TASK INSTRUCTIONS ▸
Read the lines below. Copy out any that hold the string "above".

AVAILABLE DATA ▸
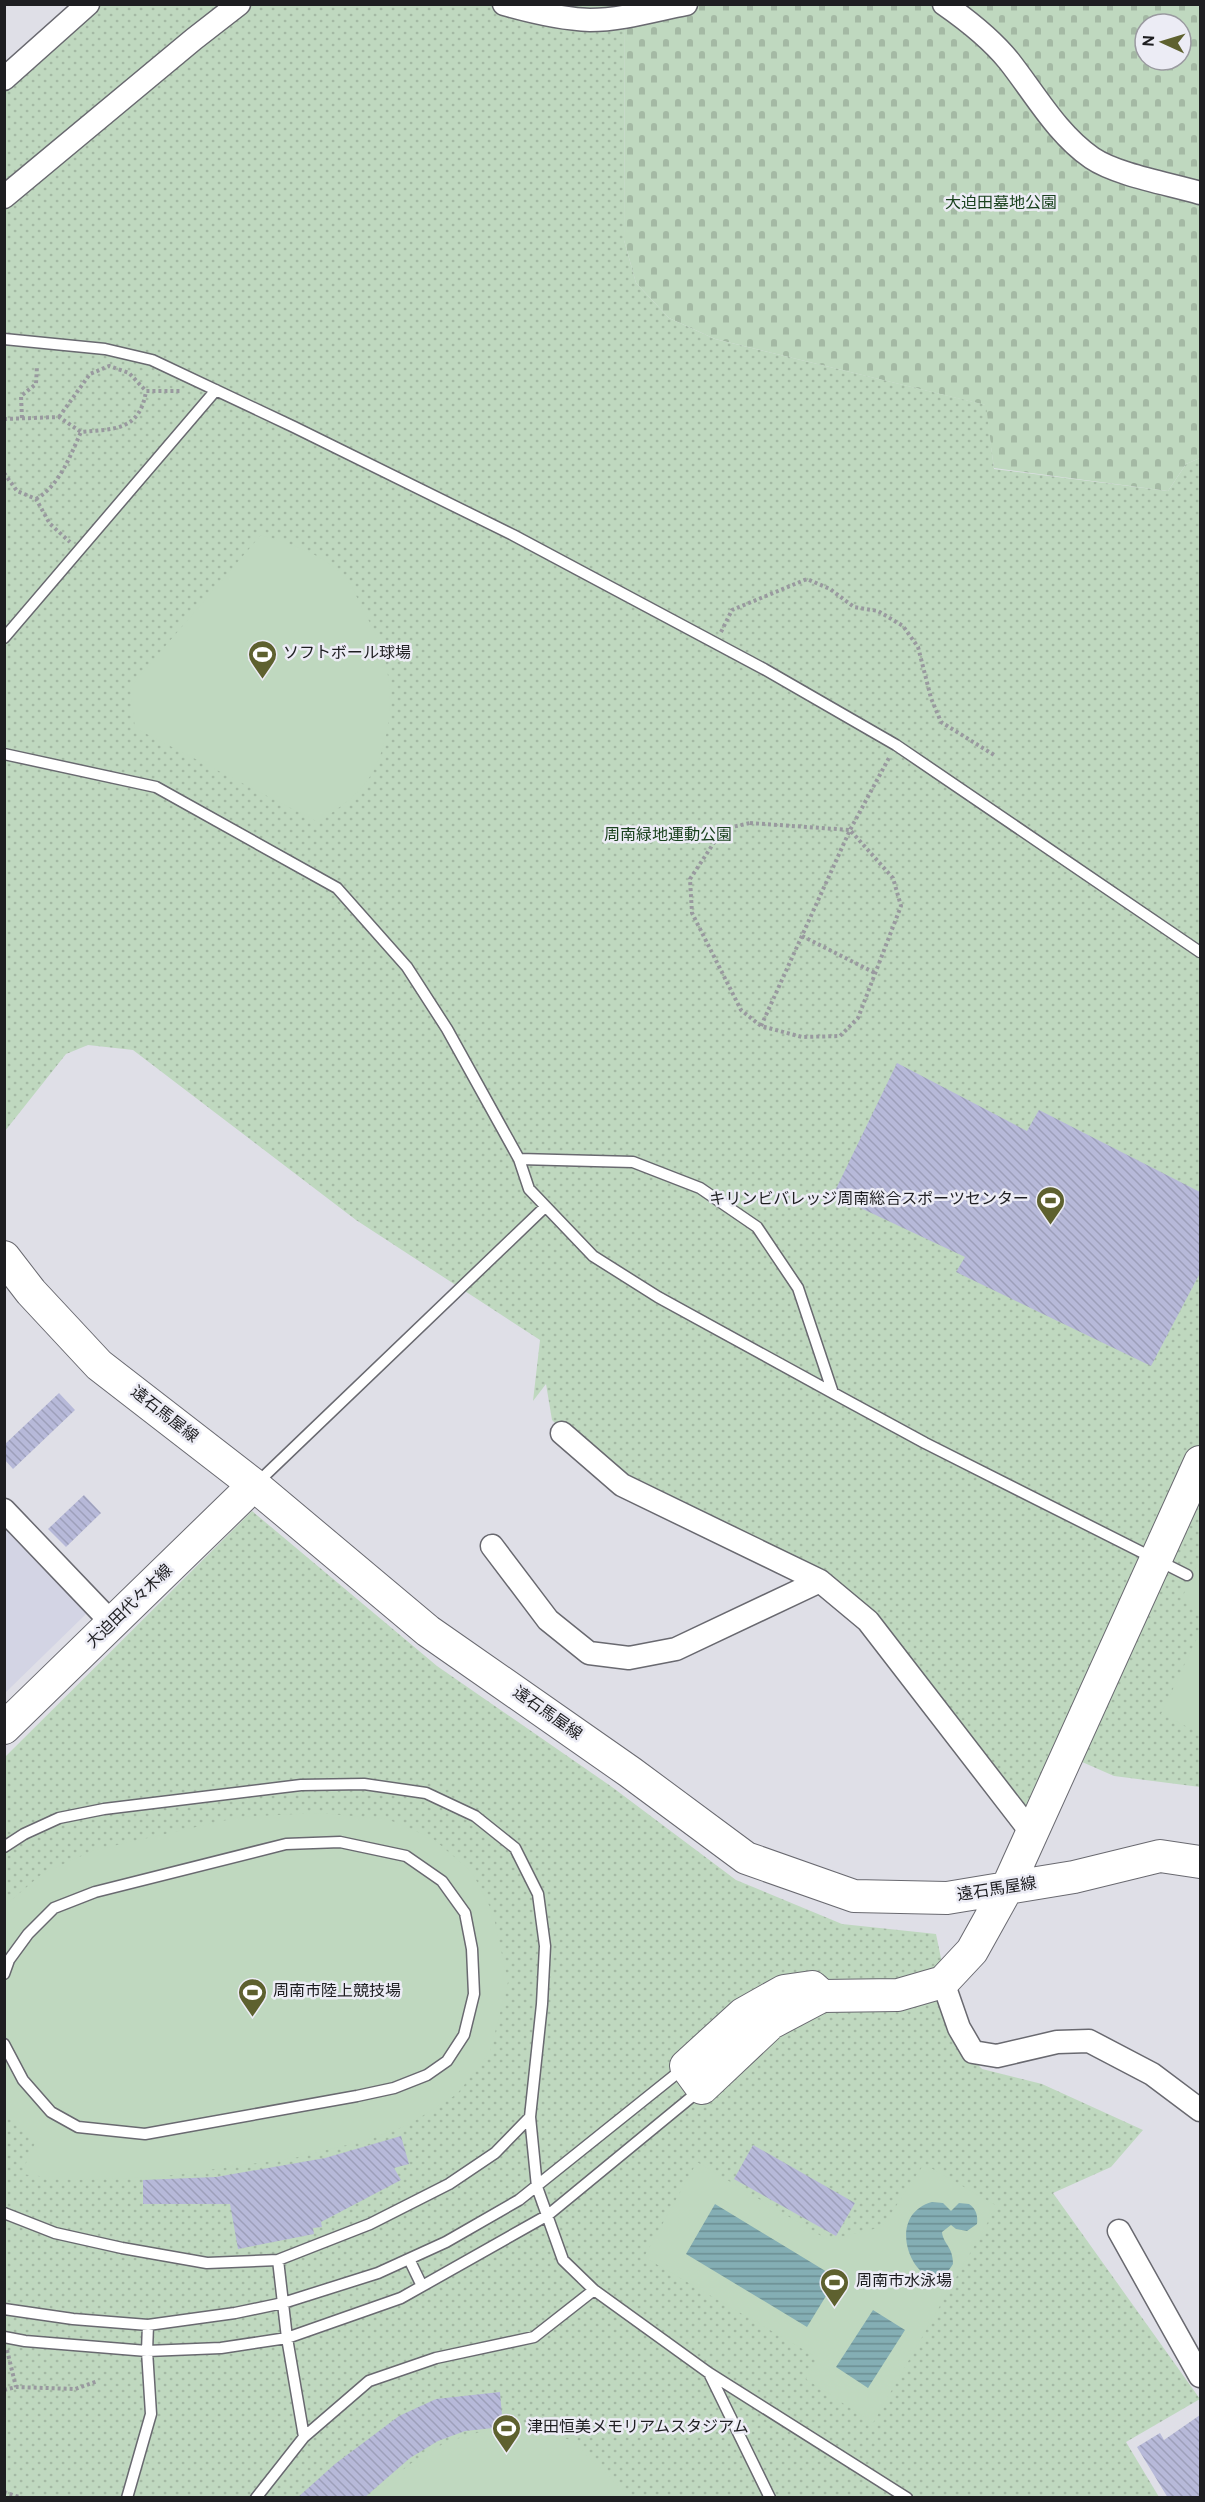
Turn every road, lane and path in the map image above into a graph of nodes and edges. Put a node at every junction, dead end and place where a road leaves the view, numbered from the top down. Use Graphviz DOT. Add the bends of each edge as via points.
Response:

* * *

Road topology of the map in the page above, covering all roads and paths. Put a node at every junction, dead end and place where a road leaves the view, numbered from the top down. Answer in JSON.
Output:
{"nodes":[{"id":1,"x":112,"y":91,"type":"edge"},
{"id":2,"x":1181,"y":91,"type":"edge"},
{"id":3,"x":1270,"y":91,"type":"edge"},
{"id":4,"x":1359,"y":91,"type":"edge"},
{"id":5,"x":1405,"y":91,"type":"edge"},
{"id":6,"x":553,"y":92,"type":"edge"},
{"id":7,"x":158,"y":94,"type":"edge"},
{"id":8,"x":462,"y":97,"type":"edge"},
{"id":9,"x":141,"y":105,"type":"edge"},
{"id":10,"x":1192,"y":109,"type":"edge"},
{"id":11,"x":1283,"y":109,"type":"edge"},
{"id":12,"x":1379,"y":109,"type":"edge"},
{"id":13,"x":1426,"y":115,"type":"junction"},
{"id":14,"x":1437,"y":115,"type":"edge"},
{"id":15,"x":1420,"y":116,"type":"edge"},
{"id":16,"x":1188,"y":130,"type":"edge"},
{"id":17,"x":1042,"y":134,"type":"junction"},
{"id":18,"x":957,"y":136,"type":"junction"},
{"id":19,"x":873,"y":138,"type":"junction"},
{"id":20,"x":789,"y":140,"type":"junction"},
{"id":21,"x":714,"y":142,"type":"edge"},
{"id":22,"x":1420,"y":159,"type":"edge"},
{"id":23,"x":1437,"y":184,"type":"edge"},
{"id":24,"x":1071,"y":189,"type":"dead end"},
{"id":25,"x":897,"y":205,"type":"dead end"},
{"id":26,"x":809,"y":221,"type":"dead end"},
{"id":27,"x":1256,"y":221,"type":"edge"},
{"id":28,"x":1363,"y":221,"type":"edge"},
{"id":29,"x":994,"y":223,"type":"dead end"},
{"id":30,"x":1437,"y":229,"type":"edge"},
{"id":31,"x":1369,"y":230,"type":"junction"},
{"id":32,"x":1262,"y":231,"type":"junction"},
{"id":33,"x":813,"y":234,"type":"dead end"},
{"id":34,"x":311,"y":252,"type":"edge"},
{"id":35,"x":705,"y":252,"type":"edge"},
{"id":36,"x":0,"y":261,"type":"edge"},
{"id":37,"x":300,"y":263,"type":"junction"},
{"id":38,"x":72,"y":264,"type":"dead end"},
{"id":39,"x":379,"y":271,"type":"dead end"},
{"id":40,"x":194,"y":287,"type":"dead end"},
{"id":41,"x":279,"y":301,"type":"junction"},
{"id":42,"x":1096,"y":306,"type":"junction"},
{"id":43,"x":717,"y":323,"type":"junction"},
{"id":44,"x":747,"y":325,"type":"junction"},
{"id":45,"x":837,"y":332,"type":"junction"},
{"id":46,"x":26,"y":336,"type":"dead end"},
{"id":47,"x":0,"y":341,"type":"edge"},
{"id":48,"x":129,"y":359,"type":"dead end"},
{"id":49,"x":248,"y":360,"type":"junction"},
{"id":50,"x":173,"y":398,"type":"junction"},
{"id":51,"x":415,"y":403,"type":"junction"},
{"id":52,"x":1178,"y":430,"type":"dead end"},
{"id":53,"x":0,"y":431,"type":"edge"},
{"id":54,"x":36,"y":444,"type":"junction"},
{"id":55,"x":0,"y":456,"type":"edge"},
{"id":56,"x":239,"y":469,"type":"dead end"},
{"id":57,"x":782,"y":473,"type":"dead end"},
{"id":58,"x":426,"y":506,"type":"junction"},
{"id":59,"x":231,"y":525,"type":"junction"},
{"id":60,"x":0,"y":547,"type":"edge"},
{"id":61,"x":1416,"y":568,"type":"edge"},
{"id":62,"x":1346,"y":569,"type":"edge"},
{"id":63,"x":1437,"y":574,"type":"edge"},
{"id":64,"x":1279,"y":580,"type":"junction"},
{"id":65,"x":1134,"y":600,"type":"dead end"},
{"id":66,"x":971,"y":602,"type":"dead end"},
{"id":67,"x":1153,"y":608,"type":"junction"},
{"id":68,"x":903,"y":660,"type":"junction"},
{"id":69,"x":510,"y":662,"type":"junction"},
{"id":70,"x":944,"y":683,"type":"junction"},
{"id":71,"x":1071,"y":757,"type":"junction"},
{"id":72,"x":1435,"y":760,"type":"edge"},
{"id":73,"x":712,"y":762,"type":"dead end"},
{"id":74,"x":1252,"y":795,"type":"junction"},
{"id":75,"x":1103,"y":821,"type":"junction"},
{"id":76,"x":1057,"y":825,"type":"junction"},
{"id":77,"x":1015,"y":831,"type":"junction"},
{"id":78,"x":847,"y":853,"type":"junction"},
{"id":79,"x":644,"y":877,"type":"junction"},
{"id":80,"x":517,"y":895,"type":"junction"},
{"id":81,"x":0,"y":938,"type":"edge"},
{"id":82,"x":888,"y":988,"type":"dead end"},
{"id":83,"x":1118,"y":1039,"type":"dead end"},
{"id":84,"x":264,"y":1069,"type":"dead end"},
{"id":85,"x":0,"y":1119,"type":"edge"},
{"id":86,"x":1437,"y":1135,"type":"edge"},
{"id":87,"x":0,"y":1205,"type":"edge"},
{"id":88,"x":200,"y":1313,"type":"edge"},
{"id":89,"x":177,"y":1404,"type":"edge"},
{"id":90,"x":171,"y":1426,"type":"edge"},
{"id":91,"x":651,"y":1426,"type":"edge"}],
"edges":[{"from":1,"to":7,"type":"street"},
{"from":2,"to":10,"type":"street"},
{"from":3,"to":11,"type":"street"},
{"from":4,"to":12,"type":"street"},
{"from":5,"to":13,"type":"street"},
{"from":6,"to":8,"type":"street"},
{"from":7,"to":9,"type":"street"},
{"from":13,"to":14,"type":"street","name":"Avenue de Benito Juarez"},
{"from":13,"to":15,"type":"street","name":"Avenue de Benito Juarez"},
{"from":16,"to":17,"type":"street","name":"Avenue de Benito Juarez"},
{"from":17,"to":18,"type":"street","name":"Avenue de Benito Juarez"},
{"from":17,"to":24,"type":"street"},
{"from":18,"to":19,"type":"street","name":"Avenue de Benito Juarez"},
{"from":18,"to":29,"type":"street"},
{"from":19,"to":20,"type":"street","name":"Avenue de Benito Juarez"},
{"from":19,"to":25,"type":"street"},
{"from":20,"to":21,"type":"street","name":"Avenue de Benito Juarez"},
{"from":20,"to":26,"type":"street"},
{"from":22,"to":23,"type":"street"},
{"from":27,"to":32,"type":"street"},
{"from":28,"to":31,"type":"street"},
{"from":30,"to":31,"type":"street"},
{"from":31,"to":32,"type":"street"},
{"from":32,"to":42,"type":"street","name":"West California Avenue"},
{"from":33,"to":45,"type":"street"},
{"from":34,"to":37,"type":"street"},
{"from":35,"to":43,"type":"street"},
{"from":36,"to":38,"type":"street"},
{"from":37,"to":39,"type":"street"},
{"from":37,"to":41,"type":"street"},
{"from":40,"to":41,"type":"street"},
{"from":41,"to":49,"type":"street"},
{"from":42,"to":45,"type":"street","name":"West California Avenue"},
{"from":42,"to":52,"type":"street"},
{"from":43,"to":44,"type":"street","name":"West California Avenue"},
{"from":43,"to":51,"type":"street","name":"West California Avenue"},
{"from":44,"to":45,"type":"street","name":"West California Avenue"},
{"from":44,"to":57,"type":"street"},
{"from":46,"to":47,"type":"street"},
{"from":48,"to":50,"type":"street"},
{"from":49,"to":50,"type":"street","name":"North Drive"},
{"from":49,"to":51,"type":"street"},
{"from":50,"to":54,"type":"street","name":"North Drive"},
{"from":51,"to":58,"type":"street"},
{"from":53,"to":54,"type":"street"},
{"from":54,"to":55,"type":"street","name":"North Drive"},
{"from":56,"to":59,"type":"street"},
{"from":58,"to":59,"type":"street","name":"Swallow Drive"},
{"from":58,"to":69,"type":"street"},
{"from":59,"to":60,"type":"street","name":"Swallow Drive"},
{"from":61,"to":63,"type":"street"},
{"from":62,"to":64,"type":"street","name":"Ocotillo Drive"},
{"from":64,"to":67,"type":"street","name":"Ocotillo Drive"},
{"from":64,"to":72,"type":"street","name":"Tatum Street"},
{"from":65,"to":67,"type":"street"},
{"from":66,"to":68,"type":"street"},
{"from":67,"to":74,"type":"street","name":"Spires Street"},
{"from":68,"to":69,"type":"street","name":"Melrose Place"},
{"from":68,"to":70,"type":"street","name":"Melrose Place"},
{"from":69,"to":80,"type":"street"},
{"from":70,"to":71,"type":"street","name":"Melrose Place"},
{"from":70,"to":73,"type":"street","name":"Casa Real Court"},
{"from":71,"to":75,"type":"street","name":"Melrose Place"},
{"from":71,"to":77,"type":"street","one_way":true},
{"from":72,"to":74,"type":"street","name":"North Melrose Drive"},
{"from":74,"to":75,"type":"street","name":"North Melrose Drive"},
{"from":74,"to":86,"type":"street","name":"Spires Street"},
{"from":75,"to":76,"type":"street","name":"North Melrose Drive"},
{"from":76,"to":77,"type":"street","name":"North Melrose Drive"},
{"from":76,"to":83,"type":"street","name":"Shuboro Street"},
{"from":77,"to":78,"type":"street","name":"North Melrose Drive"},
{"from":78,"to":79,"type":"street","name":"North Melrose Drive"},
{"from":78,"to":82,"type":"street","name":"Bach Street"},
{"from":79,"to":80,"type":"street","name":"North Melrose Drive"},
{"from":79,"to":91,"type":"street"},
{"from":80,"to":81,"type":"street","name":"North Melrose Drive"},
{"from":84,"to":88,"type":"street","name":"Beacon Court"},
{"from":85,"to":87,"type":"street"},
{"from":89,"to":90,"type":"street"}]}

...

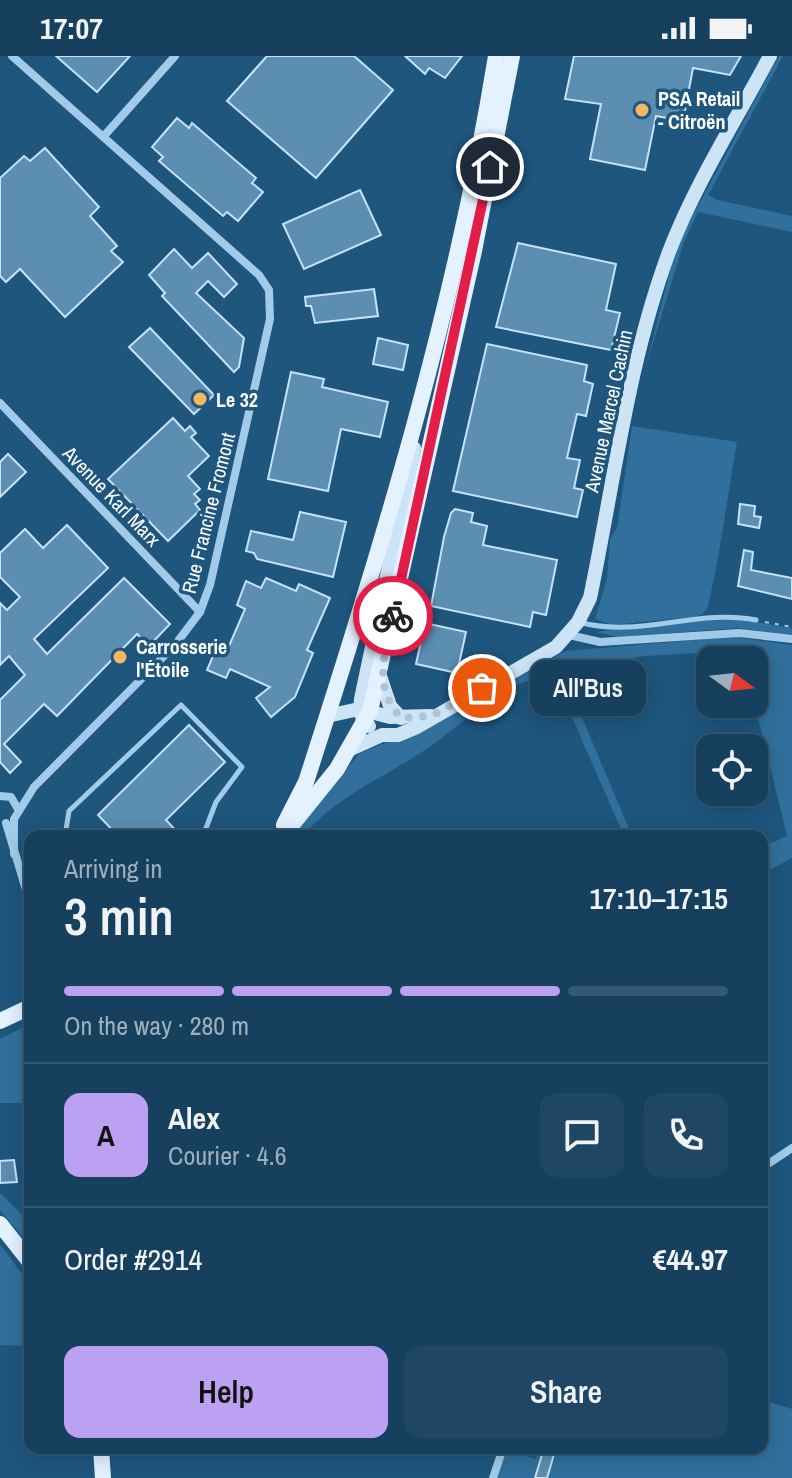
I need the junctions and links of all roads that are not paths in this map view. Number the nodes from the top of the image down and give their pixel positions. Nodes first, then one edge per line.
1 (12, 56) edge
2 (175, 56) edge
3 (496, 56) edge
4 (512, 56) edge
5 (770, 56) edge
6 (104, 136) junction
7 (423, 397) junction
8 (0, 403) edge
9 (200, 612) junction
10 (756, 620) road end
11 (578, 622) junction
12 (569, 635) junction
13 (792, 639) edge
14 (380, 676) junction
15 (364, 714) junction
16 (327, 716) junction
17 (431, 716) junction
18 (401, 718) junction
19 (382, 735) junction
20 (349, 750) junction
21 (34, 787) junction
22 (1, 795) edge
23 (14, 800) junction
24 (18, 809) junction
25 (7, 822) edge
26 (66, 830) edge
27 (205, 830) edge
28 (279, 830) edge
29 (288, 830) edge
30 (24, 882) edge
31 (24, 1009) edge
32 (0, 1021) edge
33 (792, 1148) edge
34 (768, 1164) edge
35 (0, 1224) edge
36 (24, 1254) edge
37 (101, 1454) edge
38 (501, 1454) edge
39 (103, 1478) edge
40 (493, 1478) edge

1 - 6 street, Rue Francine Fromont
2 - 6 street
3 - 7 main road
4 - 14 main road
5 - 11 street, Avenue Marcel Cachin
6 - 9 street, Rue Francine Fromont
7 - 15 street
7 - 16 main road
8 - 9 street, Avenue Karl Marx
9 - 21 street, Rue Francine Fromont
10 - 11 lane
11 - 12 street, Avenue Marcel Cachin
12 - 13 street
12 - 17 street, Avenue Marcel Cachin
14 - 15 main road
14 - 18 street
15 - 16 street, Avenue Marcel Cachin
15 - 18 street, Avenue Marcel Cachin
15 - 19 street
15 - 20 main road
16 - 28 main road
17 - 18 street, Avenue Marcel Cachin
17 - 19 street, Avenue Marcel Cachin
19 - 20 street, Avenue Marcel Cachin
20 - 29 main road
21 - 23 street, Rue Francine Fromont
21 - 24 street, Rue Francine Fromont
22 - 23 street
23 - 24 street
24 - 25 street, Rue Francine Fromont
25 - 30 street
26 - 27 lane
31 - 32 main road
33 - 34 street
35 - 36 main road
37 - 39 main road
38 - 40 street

SOLVED EXERCISE ▸
Turn every road, lane and path in the map image above into a graph of nodes and edges. Put a node at every junction, dead end and place where a road leaves the view, numbered from the top down. Use Graphviz DOT. Add the bends of each edge as via points.
Road topology of the map in the page above, covering all roads and paths. Put a node at every junction, dead end and place where a road leaves the view, numbered from the top down. Answer in JSON.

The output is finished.